• **WHAT TO WORK ON**: If a line in the listing below has the string "ავშნის", copy it out.
■ ■ ■ ■ ■ ■ ■
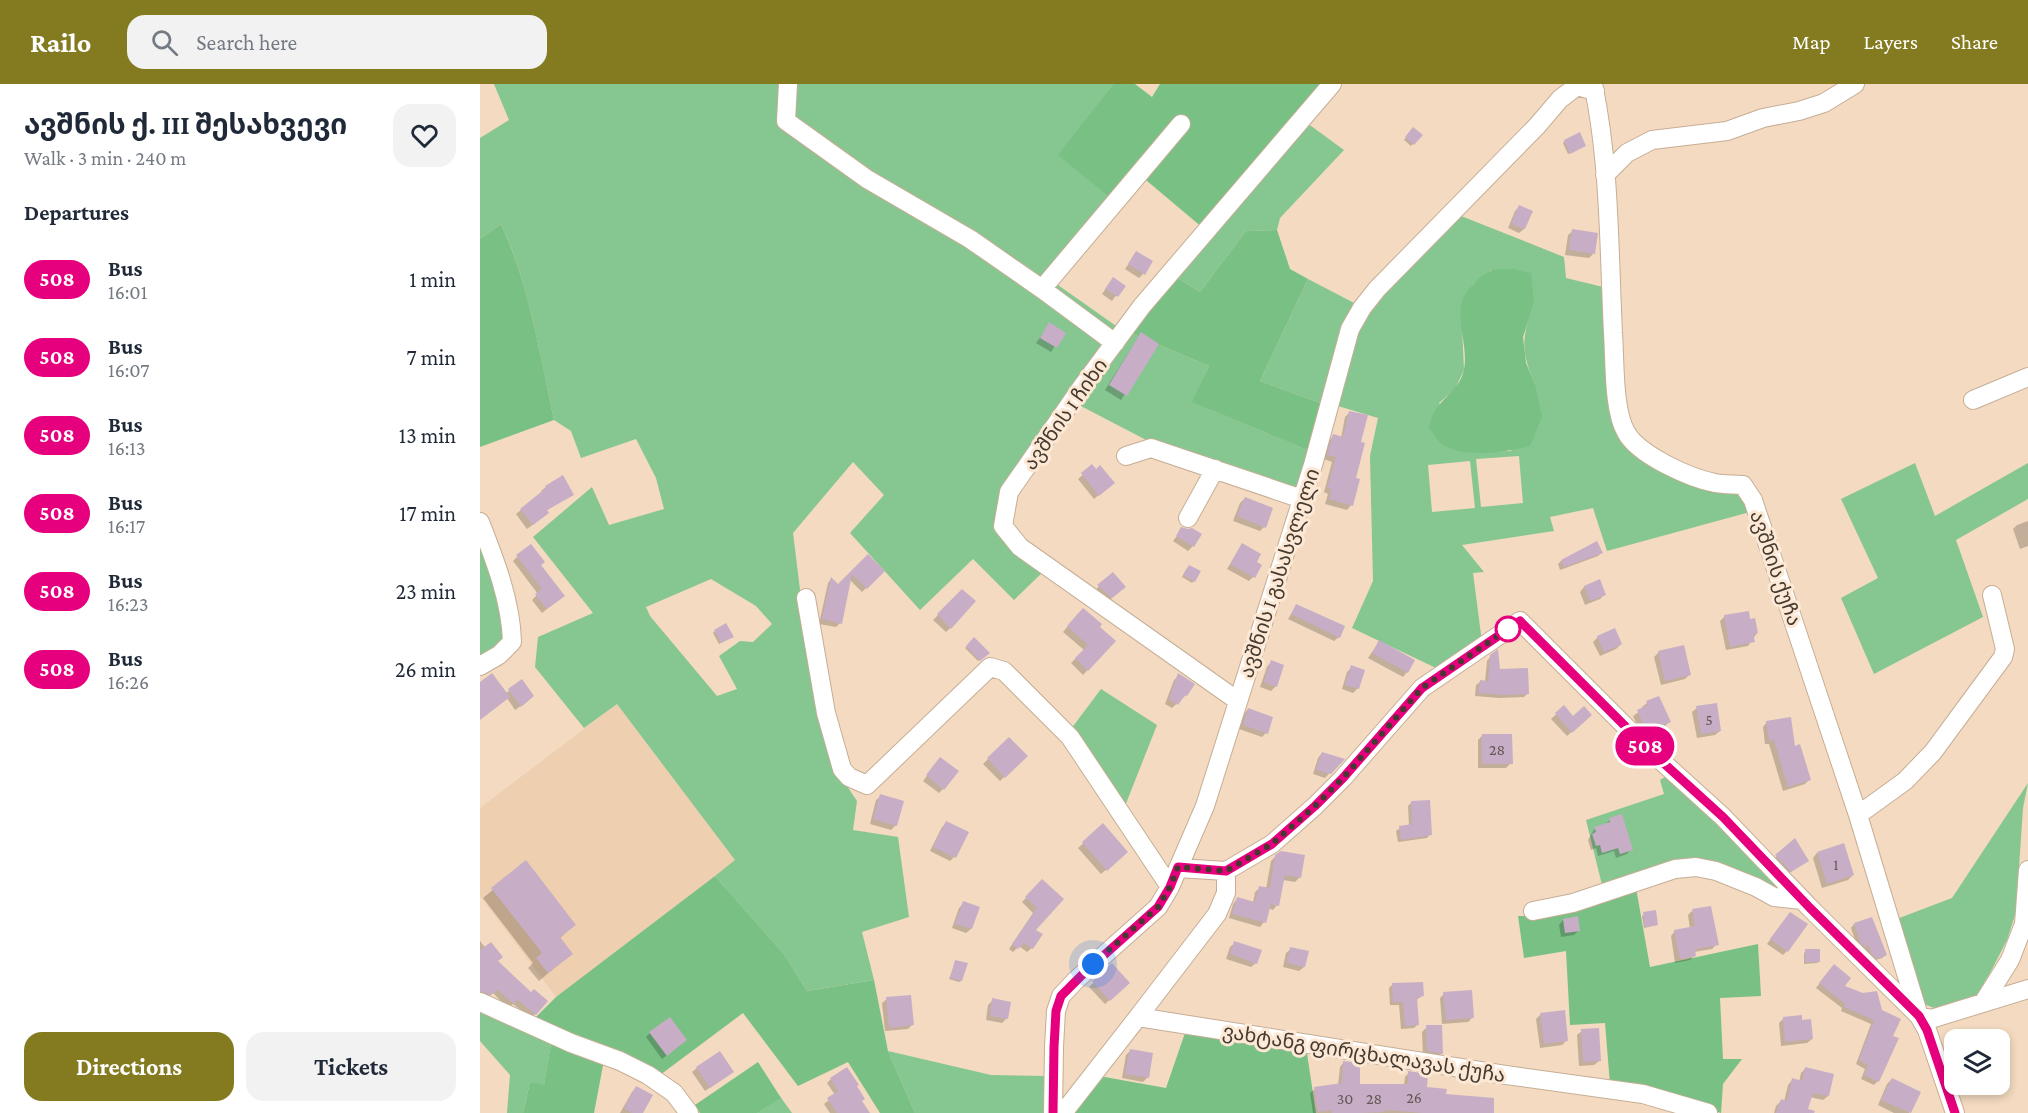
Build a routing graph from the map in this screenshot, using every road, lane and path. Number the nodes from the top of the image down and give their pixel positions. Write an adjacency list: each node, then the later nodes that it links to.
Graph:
1 (788, 84): 7 (street)
2 (1332, 84): 8 (street, ავშნის I ჩიხი)
3 (1855, 84): 6 (street)
4 (1594, 88): 6 (street, ავშნის ქუჩა); 13 (street, ავშნის I გასასვლელი)
5 (1181, 124): 7 (street)
6 (1605, 175): 20 (street, ავშნის ქუჩა)
7 (1042, 288): 8 (street)
8 (1115, 343): 19 (street, ავშნის I ჩიხი)
9 (2028, 377): 10 (street)
10 (1973, 400)
11 (1126, 456): 12 (street)
12 (1215, 470): 13 (street); 14 (street)
13 (1302, 499): 19 (street, ავშნის I გასასვლელი)
14 (1188, 518)
15 (480, 522): 18 (street)
16 (1992, 595): 20 (street)
17 (807, 598): 24 (street)
18 (480, 666)
19 (1238, 701): 21 (street, ავშნის I გასასვლელი)
20 (1858, 815): 30 (street, ავშნის ქუჩა)
21 (1178, 867): 23 (street); 24 (street, ავშნის I გასასვლელი)
22 (2028, 870): 29 (street)
23 (1226, 871): 25 (street); 31 (street)
24 (1170, 887): 33 (street, ავშნის I გასასვლელი)
25 (1802, 900): 26 (street); 30 (street)
26 (1533, 911)
27 (2028, 989): 29 (street)
28 (480, 1002): 32 (street)
29 (1983, 1003): 30 (street)
30 (1919, 1016): 36 (street, ავშნის ქუჩა)
31 (1138, 1017): 34 (street); 35 (street, ვახტანგ ფირცხალავას ქუჩა)
32 (690, 1113)
33 (1053, 1113)
34 (1063, 1113)
35 (1708, 1113)
36 (1955, 1113)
■ ■ ■ ■ ■ ■ ■
• **EXERCISE SOLUTION**:
2 (1332, 84): 8 (street, ავშნის I ჩიხი)
4 (1594, 88): 6 (street, ავშნის ქუჩა); 13 (street, ავშნის I გასასვლელი)
6 (1605, 175): 20 (street, ავშნის ქუჩა)
8 (1115, 343): 19 (street, ავშნის I ჩიხი)
13 (1302, 499): 19 (street, ავშნის I გასასვლელი)
19 (1238, 701): 21 (street, ავშნის I გასასვლელი)
20 (1858, 815): 30 (street, ავშნის ქუჩა)
21 (1178, 867): 23 (street); 24 (street, ავშნის I გასასვლელი)
24 (1170, 887): 33 (street, ავშნის I გასასვლელი)
30 (1919, 1016): 36 (street, ავშნის ქუჩა)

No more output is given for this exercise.